### Data in this exercise

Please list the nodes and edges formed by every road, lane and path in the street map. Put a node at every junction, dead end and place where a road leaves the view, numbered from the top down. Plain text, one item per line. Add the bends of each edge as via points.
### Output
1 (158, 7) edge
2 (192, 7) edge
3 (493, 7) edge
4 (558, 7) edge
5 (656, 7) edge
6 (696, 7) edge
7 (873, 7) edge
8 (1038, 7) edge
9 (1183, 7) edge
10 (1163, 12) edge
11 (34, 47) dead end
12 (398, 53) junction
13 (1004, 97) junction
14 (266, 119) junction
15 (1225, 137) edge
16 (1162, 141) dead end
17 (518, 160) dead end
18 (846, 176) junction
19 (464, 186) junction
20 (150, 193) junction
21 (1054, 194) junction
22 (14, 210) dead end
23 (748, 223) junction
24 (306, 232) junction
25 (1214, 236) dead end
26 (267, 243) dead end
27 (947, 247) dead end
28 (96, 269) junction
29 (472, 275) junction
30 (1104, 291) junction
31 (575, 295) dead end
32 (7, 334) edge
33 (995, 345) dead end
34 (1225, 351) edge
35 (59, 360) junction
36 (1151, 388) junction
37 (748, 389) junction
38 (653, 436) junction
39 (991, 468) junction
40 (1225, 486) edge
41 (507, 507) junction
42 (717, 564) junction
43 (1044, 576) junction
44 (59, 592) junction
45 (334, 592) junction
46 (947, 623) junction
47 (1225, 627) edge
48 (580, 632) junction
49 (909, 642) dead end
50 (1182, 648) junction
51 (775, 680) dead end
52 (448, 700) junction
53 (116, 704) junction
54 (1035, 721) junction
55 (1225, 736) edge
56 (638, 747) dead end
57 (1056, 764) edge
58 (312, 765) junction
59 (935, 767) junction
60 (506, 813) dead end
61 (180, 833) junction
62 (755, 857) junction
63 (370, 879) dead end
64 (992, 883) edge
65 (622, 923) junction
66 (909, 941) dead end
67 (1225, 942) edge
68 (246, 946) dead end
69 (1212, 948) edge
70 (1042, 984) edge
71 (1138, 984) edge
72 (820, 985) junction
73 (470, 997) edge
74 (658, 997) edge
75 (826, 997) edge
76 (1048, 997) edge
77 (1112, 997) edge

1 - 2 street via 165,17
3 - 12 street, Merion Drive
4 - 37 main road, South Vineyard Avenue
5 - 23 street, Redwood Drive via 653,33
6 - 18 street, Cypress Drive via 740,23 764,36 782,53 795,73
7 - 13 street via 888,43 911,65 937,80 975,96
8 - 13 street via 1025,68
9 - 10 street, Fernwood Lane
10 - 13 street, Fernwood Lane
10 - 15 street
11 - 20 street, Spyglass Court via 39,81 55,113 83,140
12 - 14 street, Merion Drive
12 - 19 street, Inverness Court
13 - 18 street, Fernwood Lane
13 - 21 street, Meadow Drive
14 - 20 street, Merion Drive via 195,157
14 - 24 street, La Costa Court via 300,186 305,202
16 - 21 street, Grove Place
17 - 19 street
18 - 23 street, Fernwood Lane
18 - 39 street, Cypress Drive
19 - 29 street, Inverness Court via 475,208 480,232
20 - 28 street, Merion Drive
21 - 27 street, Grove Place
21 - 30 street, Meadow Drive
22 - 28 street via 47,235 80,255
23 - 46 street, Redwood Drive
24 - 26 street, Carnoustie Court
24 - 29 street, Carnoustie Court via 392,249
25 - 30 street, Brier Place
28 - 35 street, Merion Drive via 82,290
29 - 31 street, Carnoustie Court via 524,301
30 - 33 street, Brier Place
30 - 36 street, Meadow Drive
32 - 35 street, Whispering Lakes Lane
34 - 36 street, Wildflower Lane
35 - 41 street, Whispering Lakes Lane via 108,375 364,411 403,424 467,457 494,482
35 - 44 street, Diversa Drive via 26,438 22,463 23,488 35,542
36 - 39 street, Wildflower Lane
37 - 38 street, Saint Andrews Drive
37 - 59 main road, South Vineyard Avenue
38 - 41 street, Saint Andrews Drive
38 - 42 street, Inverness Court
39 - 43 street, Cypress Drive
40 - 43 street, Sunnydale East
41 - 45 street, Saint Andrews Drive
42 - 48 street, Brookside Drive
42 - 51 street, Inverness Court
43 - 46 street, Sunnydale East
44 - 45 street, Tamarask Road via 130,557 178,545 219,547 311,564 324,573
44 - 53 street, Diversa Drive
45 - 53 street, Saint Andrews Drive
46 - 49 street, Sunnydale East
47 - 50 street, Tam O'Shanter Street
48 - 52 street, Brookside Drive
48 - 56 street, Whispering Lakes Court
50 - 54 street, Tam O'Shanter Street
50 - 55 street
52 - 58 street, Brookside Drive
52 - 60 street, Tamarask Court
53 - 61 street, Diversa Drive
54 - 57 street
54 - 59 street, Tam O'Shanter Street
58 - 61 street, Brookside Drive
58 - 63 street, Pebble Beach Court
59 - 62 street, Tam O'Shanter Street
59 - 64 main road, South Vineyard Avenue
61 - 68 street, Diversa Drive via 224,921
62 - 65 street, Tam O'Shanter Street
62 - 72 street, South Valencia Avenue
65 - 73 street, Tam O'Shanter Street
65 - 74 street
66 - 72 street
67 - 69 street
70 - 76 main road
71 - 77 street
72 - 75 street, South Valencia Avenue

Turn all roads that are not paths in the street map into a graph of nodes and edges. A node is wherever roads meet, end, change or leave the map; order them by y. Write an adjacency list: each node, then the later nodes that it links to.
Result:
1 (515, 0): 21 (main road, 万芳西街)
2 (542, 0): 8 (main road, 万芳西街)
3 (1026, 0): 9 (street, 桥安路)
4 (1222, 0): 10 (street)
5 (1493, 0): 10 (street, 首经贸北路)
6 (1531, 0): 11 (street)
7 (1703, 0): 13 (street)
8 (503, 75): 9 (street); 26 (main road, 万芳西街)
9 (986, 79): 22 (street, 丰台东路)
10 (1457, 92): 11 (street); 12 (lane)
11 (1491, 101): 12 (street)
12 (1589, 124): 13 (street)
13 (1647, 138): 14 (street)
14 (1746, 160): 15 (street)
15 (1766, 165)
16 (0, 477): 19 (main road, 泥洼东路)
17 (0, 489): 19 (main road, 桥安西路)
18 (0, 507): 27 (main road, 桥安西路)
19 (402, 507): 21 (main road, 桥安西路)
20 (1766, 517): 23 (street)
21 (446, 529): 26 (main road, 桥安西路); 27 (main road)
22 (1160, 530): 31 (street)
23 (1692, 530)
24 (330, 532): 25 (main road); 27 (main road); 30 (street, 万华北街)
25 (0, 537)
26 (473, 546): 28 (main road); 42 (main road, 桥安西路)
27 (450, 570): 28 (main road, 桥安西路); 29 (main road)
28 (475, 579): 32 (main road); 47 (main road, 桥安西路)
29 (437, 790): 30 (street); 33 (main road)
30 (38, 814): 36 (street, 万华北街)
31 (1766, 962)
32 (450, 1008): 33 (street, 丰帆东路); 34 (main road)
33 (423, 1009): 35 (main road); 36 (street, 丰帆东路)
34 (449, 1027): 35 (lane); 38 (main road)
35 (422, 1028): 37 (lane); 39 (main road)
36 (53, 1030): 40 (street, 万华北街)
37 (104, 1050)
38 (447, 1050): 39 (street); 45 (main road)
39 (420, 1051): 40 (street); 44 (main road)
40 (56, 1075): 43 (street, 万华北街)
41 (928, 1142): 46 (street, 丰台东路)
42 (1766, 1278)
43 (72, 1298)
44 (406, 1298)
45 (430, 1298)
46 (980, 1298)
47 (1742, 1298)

### What to work on
Check each line of the listing for "Andrews", and copy the ones that hold it.

### Solution for this task
37 - 38 street, Saint Andrews Drive
38 - 41 street, Saint Andrews Drive
41 - 45 street, Saint Andrews Drive
45 - 53 street, Saint Andrews Drive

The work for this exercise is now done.